Work to complete
Copy every entry below exactly as it appears, leaving out the images.

··· Data shown ···

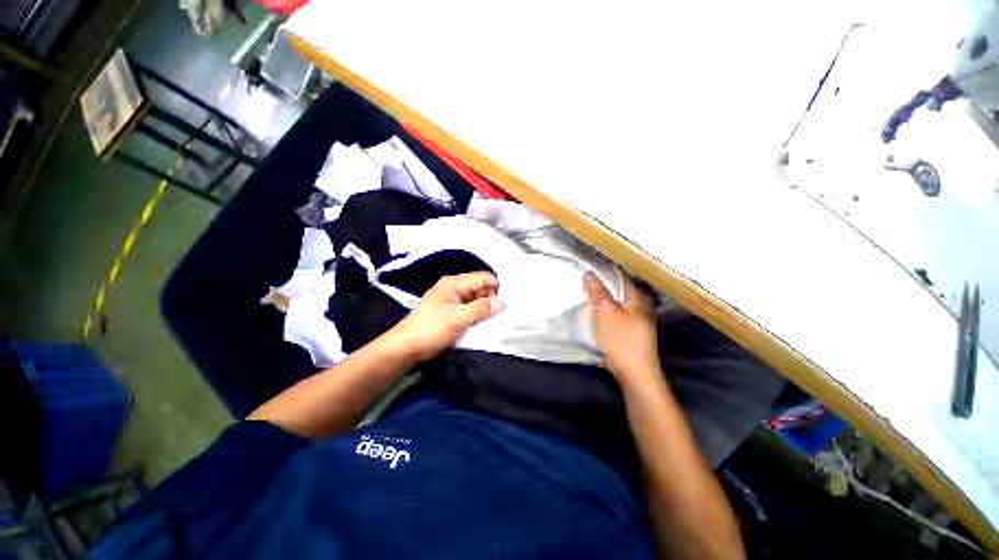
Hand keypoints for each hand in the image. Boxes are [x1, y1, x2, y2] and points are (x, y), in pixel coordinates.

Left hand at [388, 272, 504, 360]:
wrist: (407, 348)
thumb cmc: (430, 329)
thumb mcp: (457, 318)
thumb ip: (481, 309)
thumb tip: (503, 302)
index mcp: (454, 283)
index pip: (483, 278)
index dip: (496, 289)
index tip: (506, 303)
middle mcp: (456, 289)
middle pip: (482, 289)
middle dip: (492, 301)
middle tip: (501, 316)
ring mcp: (454, 302)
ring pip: (478, 302)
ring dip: (486, 311)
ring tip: (495, 322)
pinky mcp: (454, 314)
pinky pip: (472, 311)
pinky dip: (479, 317)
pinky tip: (486, 325)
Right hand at [584, 272, 660, 386]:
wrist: (636, 374)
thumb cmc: (621, 341)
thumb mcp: (606, 314)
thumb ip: (598, 293)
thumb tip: (589, 273)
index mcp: (638, 299)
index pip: (622, 277)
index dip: (606, 270)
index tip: (590, 266)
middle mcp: (642, 306)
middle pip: (621, 289)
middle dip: (605, 283)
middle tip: (587, 277)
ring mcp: (640, 320)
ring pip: (620, 301)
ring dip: (606, 296)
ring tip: (590, 291)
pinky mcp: (634, 332)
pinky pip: (619, 312)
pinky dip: (609, 308)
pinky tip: (600, 310)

···

Solution for this problem
Hand keypoints for each hand in the image. Boxes are [x1, y1, x2, y2] and points are (x, y), in pixel coordinates.

Left hand at [388, 272, 504, 360]:
wrist: (407, 348)
thumb cmc: (430, 329)
thumb mcp: (457, 318)
thumb ip: (481, 309)
thumb tip: (503, 302)
index mcp: (454, 283)
index pip: (483, 278)
index dip: (496, 289)
index tip: (506, 303)
middle mcp: (456, 289)
middle pip: (482, 289)
middle dip: (492, 301)
middle tip: (501, 316)
ring mcp: (454, 302)
ring pip: (478, 302)
ring dip: (486, 311)
ring tip: (495, 322)
pinky mcp: (454, 314)
pinky pip: (472, 311)
pinky dip: (479, 317)
pinky tip: (486, 325)
Right hand at [584, 272, 660, 386]:
wrist: (636, 374)
thumb cmc: (621, 341)
thumb mcp: (606, 314)
thumb ip: (598, 293)
thumb tip: (589, 273)
index mcp: (638, 299)
index pip: (622, 277)
index dip: (606, 270)
index tip: (590, 266)
middle mcp: (642, 306)
middle pip: (621, 289)
middle dip: (605, 283)
middle tip: (587, 277)
ring mcp: (640, 320)
ring pip: (620, 301)
ring dip: (606, 296)
ring tip: (590, 291)
pinky mcp: (634, 332)
pinky pip: (619, 312)
pinky dip: (609, 308)
pinky tip: (600, 310)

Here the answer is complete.